> Exercise instructions
Output the entries underneath exactly as they are.

Stored data entries

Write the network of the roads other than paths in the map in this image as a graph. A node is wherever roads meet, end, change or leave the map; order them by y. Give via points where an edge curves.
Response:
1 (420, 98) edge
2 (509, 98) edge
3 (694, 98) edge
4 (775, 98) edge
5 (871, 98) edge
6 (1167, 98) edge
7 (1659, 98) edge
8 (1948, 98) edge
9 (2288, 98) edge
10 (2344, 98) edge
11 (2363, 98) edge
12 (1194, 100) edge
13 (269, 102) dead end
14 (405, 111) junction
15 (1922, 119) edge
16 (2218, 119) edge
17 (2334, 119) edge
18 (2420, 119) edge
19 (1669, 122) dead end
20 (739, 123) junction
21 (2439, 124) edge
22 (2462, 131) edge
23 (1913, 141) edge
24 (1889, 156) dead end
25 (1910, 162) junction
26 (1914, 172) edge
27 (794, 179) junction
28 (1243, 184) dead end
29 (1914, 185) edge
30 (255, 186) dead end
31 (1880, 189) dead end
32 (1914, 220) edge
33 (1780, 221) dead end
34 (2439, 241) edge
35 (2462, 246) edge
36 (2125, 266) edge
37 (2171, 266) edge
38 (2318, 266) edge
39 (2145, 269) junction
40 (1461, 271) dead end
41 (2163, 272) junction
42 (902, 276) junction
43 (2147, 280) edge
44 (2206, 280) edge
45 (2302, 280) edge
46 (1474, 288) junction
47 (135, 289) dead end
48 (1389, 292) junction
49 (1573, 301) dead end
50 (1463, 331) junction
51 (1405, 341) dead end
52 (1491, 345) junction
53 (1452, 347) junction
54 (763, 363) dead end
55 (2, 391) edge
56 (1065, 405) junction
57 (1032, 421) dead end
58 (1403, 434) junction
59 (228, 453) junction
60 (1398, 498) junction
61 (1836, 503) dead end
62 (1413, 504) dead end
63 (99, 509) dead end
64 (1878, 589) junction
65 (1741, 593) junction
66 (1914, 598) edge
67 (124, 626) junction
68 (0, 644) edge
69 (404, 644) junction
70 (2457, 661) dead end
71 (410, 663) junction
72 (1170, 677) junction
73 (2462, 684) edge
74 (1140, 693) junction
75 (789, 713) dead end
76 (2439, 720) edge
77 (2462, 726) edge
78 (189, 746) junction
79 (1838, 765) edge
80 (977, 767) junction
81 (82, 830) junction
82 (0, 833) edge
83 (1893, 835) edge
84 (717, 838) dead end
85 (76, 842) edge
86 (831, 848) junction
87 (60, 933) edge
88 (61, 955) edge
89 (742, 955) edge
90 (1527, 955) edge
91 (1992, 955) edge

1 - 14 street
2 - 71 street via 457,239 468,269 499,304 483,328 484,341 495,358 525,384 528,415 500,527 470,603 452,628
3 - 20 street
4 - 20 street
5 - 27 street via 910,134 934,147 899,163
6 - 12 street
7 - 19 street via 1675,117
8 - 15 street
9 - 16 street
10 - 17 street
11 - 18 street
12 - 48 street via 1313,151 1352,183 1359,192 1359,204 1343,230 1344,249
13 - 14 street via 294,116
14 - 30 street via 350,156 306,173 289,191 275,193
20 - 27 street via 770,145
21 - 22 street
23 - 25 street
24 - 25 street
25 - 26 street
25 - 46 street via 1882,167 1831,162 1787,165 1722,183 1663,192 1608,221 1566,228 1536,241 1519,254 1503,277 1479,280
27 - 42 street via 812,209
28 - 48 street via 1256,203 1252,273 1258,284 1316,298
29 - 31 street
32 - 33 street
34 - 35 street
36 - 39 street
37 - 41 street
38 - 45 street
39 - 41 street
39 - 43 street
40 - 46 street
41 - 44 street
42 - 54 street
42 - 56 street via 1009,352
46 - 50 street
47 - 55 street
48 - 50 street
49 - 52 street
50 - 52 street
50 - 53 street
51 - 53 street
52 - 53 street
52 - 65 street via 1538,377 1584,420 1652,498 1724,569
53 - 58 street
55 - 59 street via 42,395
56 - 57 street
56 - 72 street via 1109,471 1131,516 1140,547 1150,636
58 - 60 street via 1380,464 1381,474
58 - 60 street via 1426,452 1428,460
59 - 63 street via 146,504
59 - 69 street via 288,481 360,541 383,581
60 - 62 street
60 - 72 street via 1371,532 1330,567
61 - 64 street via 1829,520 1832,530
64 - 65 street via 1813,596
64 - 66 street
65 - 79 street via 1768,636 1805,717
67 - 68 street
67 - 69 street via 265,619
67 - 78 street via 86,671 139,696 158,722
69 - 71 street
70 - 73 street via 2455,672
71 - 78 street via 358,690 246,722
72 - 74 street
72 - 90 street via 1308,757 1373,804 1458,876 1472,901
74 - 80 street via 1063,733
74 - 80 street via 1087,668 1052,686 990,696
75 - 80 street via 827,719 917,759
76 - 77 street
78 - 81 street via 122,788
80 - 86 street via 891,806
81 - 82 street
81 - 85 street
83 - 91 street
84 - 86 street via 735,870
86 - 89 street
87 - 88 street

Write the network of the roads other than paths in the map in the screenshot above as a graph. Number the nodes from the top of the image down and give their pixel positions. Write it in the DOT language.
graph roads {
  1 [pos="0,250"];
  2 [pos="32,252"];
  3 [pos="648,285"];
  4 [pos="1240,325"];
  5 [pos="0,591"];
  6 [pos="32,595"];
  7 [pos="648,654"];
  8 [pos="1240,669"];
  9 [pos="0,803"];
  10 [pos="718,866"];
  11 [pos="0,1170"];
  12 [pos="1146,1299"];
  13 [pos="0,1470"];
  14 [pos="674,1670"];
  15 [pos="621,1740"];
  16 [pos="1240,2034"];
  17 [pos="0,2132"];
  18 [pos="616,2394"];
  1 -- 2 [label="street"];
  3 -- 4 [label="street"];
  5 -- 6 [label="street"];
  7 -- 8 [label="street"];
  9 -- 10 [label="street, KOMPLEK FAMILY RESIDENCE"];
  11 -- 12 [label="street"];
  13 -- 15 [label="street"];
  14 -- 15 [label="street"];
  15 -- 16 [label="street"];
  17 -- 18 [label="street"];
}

> Problem solution
Write the network of the roads other than paths in the map in this image as a graph. A node is wherever roads meet, end, change or leave the map; order them by y. Give via points where an edge curves.
Response:
1 (420, 98) edge
2 (509, 98) edge
3 (694, 98) edge
4 (775, 98) edge
5 (871, 98) edge
6 (1167, 98) edge
7 (1659, 98) edge
8 (1948, 98) edge
9 (2288, 98) edge
10 (2344, 98) edge
11 (2363, 98) edge
12 (1194, 100) edge
13 (269, 102) dead end
14 (405, 111) junction
15 (1922, 119) edge
16 (2218, 119) edge
17 (2334, 119) edge
18 (2420, 119) edge
19 (1669, 122) dead end
20 (739, 123) junction
21 (2439, 124) edge
22 (2462, 131) edge
23 (1913, 141) edge
24 (1889, 156) dead end
25 (1910, 162) junction
26 (1914, 172) edge
27 (794, 179) junction
28 (1243, 184) dead end
29 (1914, 185) edge
30 (255, 186) dead end
31 (1880, 189) dead end
32 (1914, 220) edge
33 (1780, 221) dead end
34 (2439, 241) edge
35 (2462, 246) edge
36 (2125, 266) edge
37 (2171, 266) edge
38 (2318, 266) edge
39 (2145, 269) junction
40 (1461, 271) dead end
41 (2163, 272) junction
42 (902, 276) junction
43 (2147, 280) edge
44 (2206, 280) edge
45 (2302, 280) edge
46 (1474, 288) junction
47 (135, 289) dead end
48 (1389, 292) junction
49 (1573, 301) dead end
50 (1463, 331) junction
51 (1405, 341) dead end
52 (1491, 345) junction
53 (1452, 347) junction
54 (763, 363) dead end
55 (2, 391) edge
56 (1065, 405) junction
57 (1032, 421) dead end
58 (1403, 434) junction
59 (228, 453) junction
60 (1398, 498) junction
61 (1836, 503) dead end
62 (1413, 504) dead end
63 (99, 509) dead end
64 (1878, 589) junction
65 (1741, 593) junction
66 (1914, 598) edge
67 (124, 626) junction
68 (0, 644) edge
69 (404, 644) junction
70 (2457, 661) dead end
71 (410, 663) junction
72 (1170, 677) junction
73 (2462, 684) edge
74 (1140, 693) junction
75 (789, 713) dead end
76 (2439, 720) edge
77 (2462, 726) edge
78 (189, 746) junction
79 (1838, 765) edge
80 (977, 767) junction
81 (82, 830) junction
82 (0, 833) edge
83 (1893, 835) edge
84 (717, 838) dead end
85 (76, 842) edge
86 (831, 848) junction
87 (60, 933) edge
88 (61, 955) edge
89 (742, 955) edge
90 (1527, 955) edge
91 (1992, 955) edge

1 - 14 street
2 - 71 street via 457,239 468,269 499,304 483,328 484,341 495,358 525,384 528,415 500,527 470,603 452,628
3 - 20 street
4 - 20 street
5 - 27 street via 910,134 934,147 899,163
6 - 12 street
7 - 19 street via 1675,117
8 - 15 street
9 - 16 street
10 - 17 street
11 - 18 street
12 - 48 street via 1313,151 1352,183 1359,192 1359,204 1343,230 1344,249
13 - 14 street via 294,116
14 - 30 street via 350,156 306,173 289,191 275,193
20 - 27 street via 770,145
21 - 22 street
23 - 25 street
24 - 25 street
25 - 26 street
25 - 46 street via 1882,167 1831,162 1787,165 1722,183 1663,192 1608,221 1566,228 1536,241 1519,254 1503,277 1479,280
27 - 42 street via 812,209
28 - 48 street via 1256,203 1252,273 1258,284 1316,298
29 - 31 street
32 - 33 street
34 - 35 street
36 - 39 street
37 - 41 street
38 - 45 street
39 - 41 street
39 - 43 street
40 - 46 street
41 - 44 street
42 - 54 street
42 - 56 street via 1009,352
46 - 50 street
47 - 55 street
48 - 50 street
49 - 52 street
50 - 52 street
50 - 53 street
51 - 53 street
52 - 53 street
52 - 65 street via 1538,377 1584,420 1652,498 1724,569
53 - 58 street
55 - 59 street via 42,395
56 - 57 street
56 - 72 street via 1109,471 1131,516 1140,547 1150,636
58 - 60 street via 1380,464 1381,474
58 - 60 street via 1426,452 1428,460
59 - 63 street via 146,504
59 - 69 street via 288,481 360,541 383,581
60 - 62 street
60 - 72 street via 1371,532 1330,567
61 - 64 street via 1829,520 1832,530
64 - 65 street via 1813,596
64 - 66 street
65 - 79 street via 1768,636 1805,717
67 - 68 street
67 - 69 street via 265,619
67 - 78 street via 86,671 139,696 158,722
69 - 71 street
70 - 73 street via 2455,672
71 - 78 street via 358,690 246,722
72 - 74 street
72 - 90 street via 1308,757 1373,804 1458,876 1472,901
74 - 80 street via 1063,733
74 - 80 street via 1087,668 1052,686 990,696
75 - 80 street via 827,719 917,759
76 - 77 street
78 - 81 street via 122,788
80 - 86 street via 891,806
81 - 82 street
81 - 85 street
83 - 91 street
84 - 86 street via 735,870
86 - 89 street
87 - 88 street

Write the network of the roads other than paths in the map in the screenshot above as a graph. Number the nodes from the top of the image down and give their pixel positions. Write it in the DOT language.
graph roads {
  1 [pos="0,250"];
  2 [pos="32,252"];
  3 [pos="648,285"];
  4 [pos="1240,325"];
  5 [pos="0,591"];
  6 [pos="32,595"];
  7 [pos="648,654"];
  8 [pos="1240,669"];
  9 [pos="0,803"];
  10 [pos="718,866"];
  11 [pos="0,1170"];
  12 [pos="1146,1299"];
  13 [pos="0,1470"];
  14 [pos="674,1670"];
  15 [pos="621,1740"];
  16 [pos="1240,2034"];
  17 [pos="0,2132"];
  18 [pos="616,2394"];
  1 -- 2 [label="street"];
  3 -- 4 [label="street"];
  5 -- 6 [label="street"];
  7 -- 8 [label="street"];
  9 -- 10 [label="street, KOMPLEK FAMILY RESIDENCE"];
  11 -- 12 [label="street"];
  13 -- 15 [label="street"];
  14 -- 15 [label="street"];
  15 -- 16 [label="street"];
  17 -- 18 [label="street"];
}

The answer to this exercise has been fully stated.